The growth mechanism of soluble acene is highly dependent on the remaining residual solvent following solution processing. The relationship between the amount of residual solvent and the growth modes of a prototypical soluble acene, 6,13-bis(triisopropylsilylethynyl)pentacene (TIPS-pentacene) are examined under spin casting TIPS-pentacene/insulating polymer blends. Changing spin time of the blend solution allows to control the amount of residual solvent, which significantly determines the growth modes of TIPS-pentacene vertically segregated onto the insulating polymer.
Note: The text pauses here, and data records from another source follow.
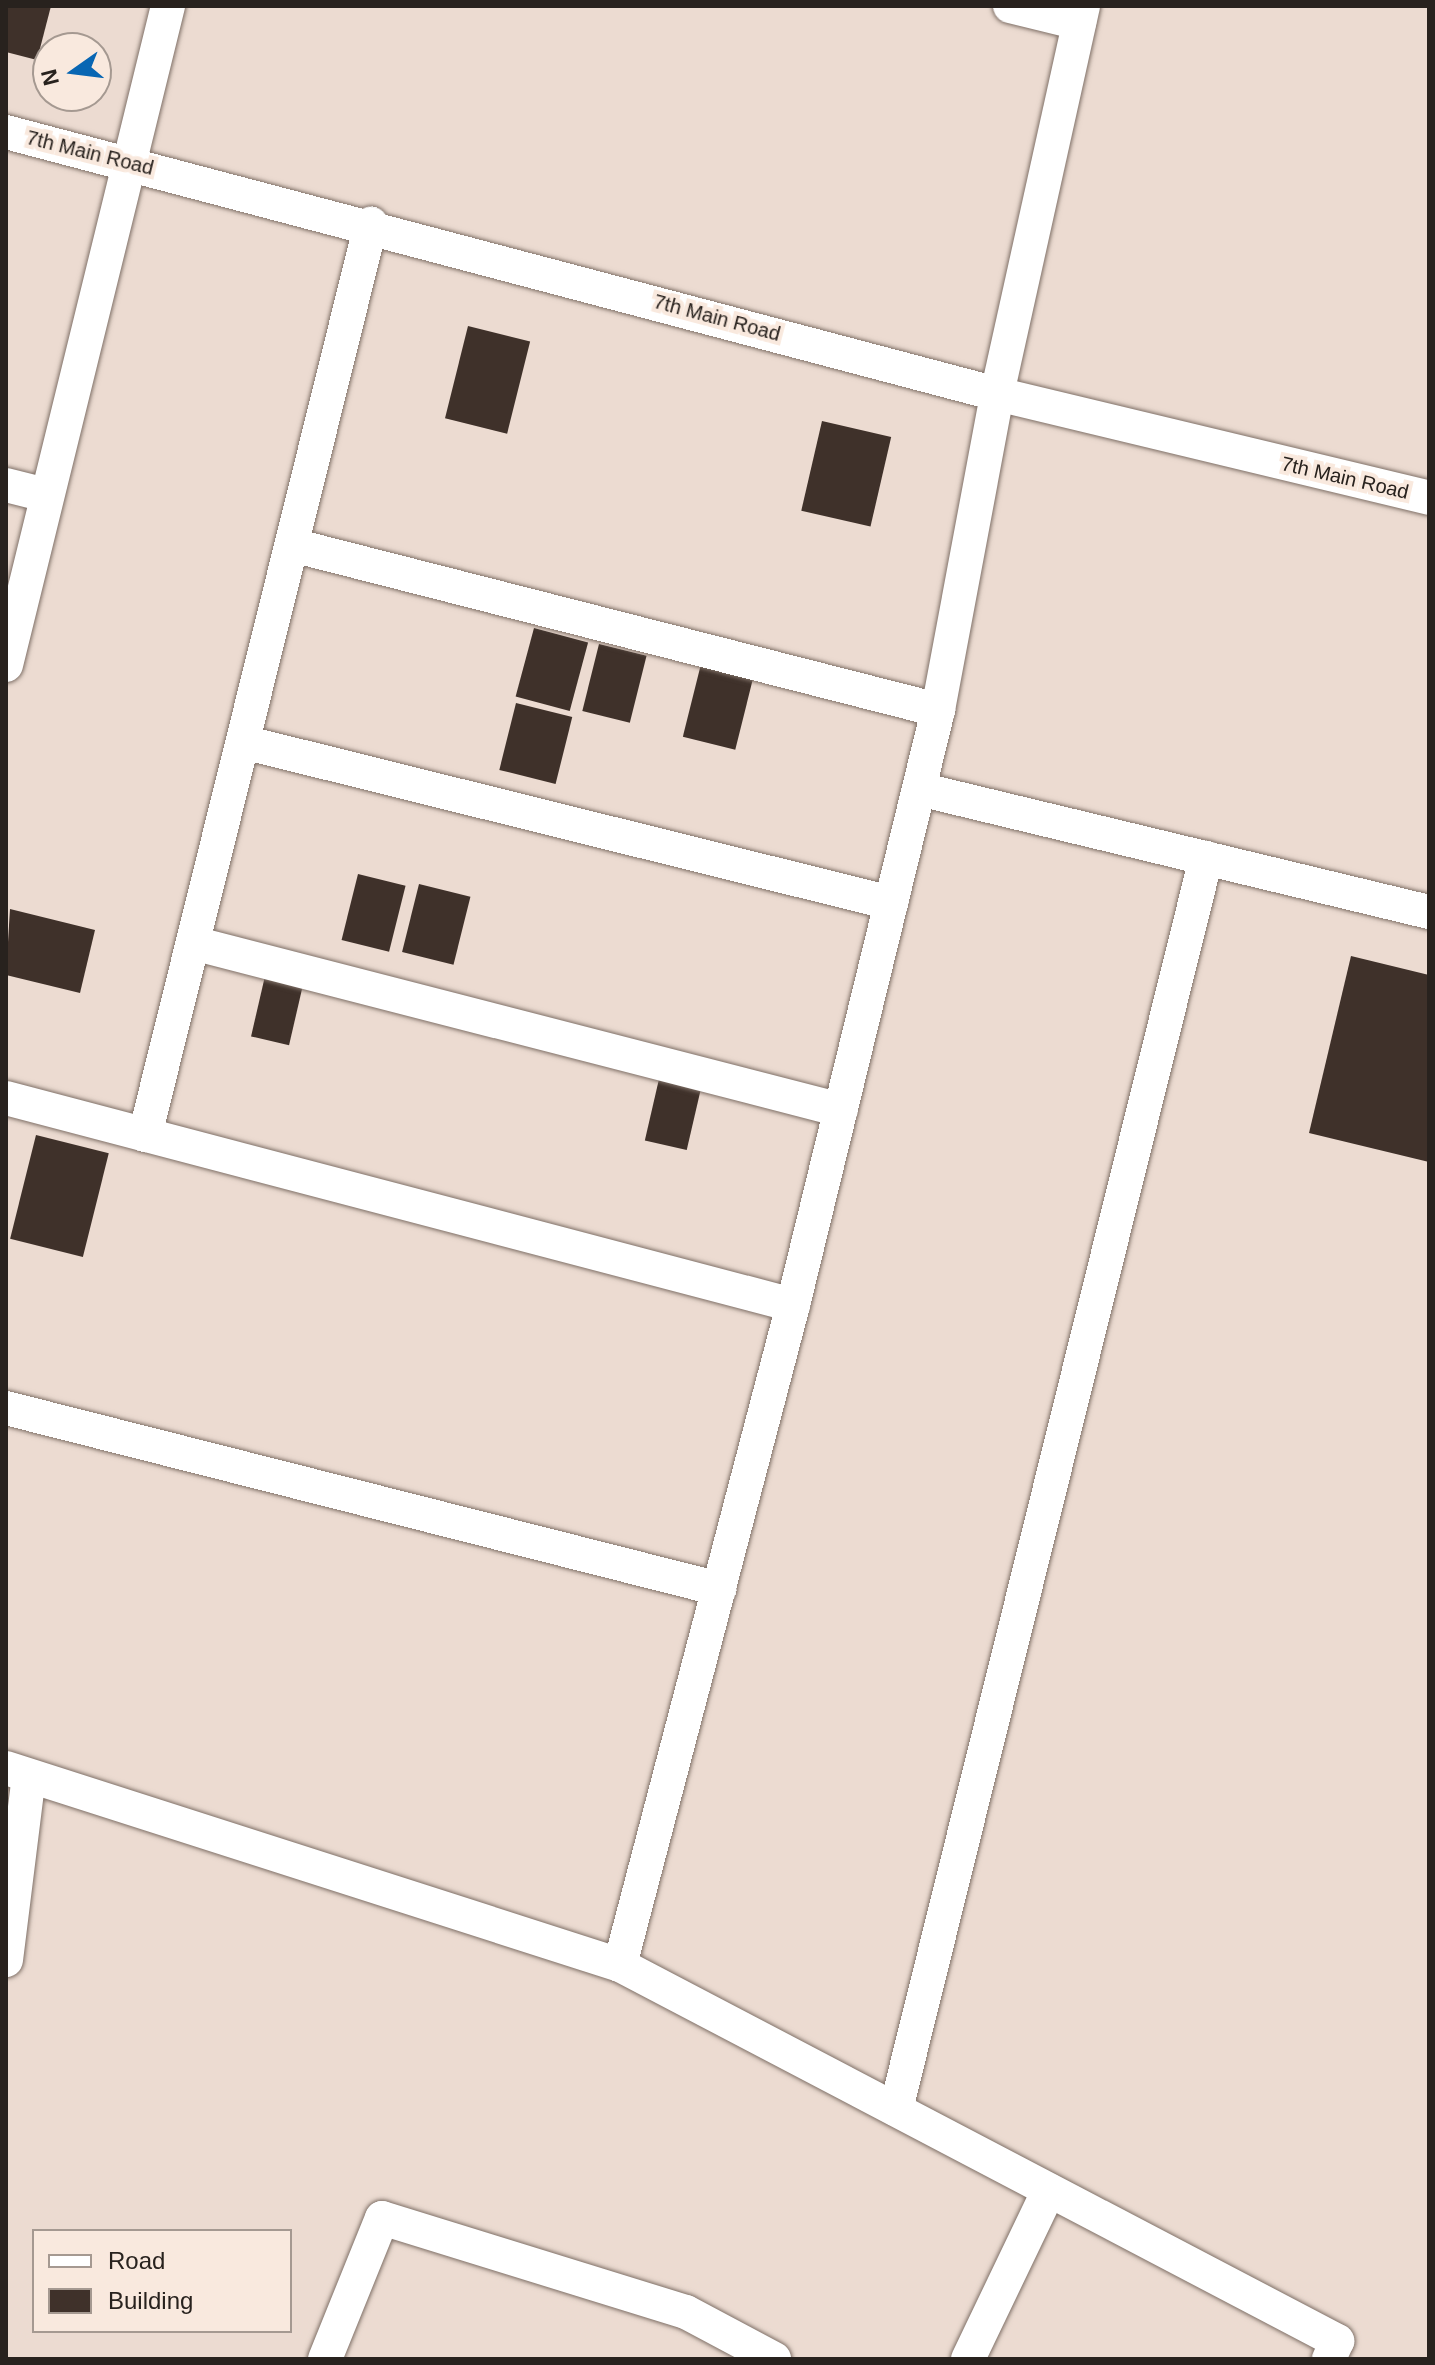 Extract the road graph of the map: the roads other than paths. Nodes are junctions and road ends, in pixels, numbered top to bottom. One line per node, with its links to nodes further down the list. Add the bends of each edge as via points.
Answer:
1 (168, 6): 5 (street)
2 (1010, 6): 3 (street)
3 (1081, 14): 7 (street)
4 (6, 132): 5 (street, 7th Main Road)
5 (130, 163): 6 (street, 7th Main Road); 9 (street)
6 (371, 224): 7 (street, 7th Main Road); 11 (street)
7 (997, 394): 10 (street, 7th Main Road); 13 (street)
8 (6, 485): 9 (street)
9 (46, 495): 12 (street)
10 (1429, 498)
11 (292, 545): 13 (street); 14 (street)
12 (6, 665)
13 (938, 710): 15 (street)
14 (243, 742): 17 (street); 19 (street)
15 (919, 789): 16 (street); 17 (street)
16 (1206, 858): 18 (street); 29 (street)
17 (891, 903): 21 (street)
18 (1429, 912)
19 (193, 943): 21 (street); 22 (street)
20 (6, 1098): 22 (street)
21 (841, 1110): 23 (street)
22 (145, 1135): 23 (street)
23 (793, 1305): 25 (street)
24 (6, 1408): 25 (street)
25 (719, 1589): 28 (street)
26 (17, 1772): 27 (street); 28 (street)
27 (6, 1960)
28 (620, 1965): 29 (street)
29 (896, 2109): 30 (street)
30 (1049, 2190): 33 (street); 34 (street, via 1337,2341)
31 (325, 2359): 32 (street, via 382,2218 686,2312)
32 (774, 2359)
33 (968, 2359)
34 (1329, 2359)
In situ observation of crystal growth reveals that excess residual solvent in short spin time induces a convective flow in a drying droplet, thereby resulting in 1D growth of TIPS-pentacene crystals. On the other hand, optimal amount of residual solvent in a moderate spin time results in 2D growth of TIPS-pentacene crystals. The well-developed 2D spherulites allow for higher field-effect mobility than that of the 1D crystals because of the higher perfectness and coverage of TIPS-pentacene crystals. The use of other types of soluble acene and insulating polymer only changes the kinetics of crystallization, while the transition of growth mode from 1D to 2D is still observed. This general growth mechanism facilitates the understanding of crystallization behavior of soluble acene for the development of high-performance organic transistors.